Bab 1 Pemakaman Militer

Di sebuah pemakaman militer sedang diadakan upacara pemakaman. Terlihat peti mati yang diselimuti bendera kebangsaan telah berada di atas tanah merah yang telah digali, dengan ditopang oleh beberapa bilah kayu.

Di sisi kanan dan kiri peti mati telah berjejer beberapa anggota militer yang akan bertugas melakukan tembakan salvo sebagai bentuk penghormatan terakhir pada jenazah rekan mereka.

Semua pelayat maupun peserta yang hadir di pemakaman terlihat hening menunggu para anggota militer itu selesai dengan persiapan mengebumikan janazah. Namun tiba-tiba dari kejauhan terdengar suara helikopter membuat sejenak para pelayat itu mengalihkan perhatian dari peti jenazah yang ada di hadapan mereka.

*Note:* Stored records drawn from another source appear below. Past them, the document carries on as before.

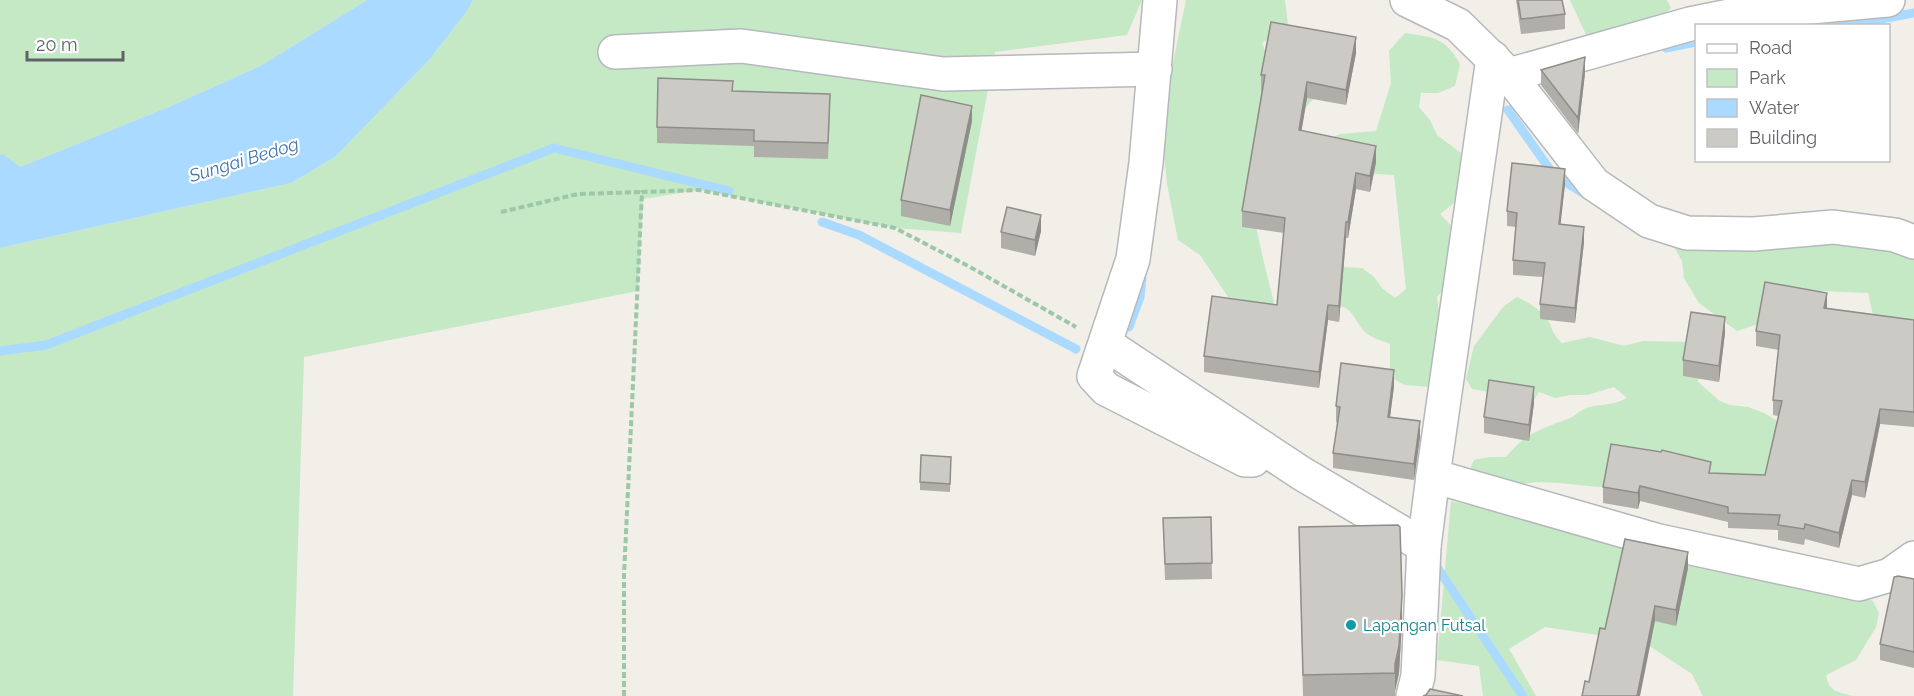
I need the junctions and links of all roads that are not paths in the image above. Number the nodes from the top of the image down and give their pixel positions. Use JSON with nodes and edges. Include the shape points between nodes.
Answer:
{"nodes":[{"id":1,"x":1160,"y":0,"type":"edge"},
{"id":2,"x":1410,"y":1,"type":"edge"},
{"id":3,"x":1869,"y":1,"type":"edge"},
{"id":4,"x":615,"y":52,"type":"dead end"},
{"id":5,"x":1501,"y":66,"type":"junction"},
{"id":6,"x":1155,"y":69,"type":"junction"},
{"id":7,"x":1914,"y":242,"type":"edge"},
{"id":8,"x":1433,"y":476,"type":"junction"},
{"id":9,"x":1424,"y":546,"type":"junction"},
{"id":10,"x":1914,"y":558,"type":"edge"},
{"id":11,"x":1413,"y":696,"type":"edge"}],
"edges":[{"from":1,"to":6,"type":"street"},
{"from":2,"to":5,"type":"street","via":[[1458,25]]},
{"from":3,"to":5,"type":"street","via":[[1744,14]]},
{"from":4,"to":6,"type":"street","via":[[741,46],[943,74]]},
{"from":5,"to":7,"type":"street","via":[[1594,184],[1649,221],[1687,233],[1754,234],[1833,227],[1895,235]]},
{"from":5,"to":8,"type":"street"},
{"from":6,"to":9,"type":"street","via":[[1133,260],[1106,344],[1301,473]]},
{"from":8,"to":9,"type":"street"},
{"from":8,"to":10,"type":"street","via":[[1659,541],[1859,584],[1890,575]]},
{"from":9,"to":11,"type":"street","via":[[1418,676]]}]}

Awalnya mereka mengira kalau helikopter itu membawa salah satu pejabat militer untuk menghadiri pemakaman. Ternyata mereka salah karena helikopter itu justru mendarat di sebuah bukit yang tidak cukup dekat namun juga tidak cukup jauh dari lokasi tempat pemakaman militer itu dilaksanakan.

"Siapa?" bisik seorang pejabat militer yang hadir pada pria berpangkat Jenderal yang juga merupakan ayah dari mendiang jenazah yang akan dimakamkan.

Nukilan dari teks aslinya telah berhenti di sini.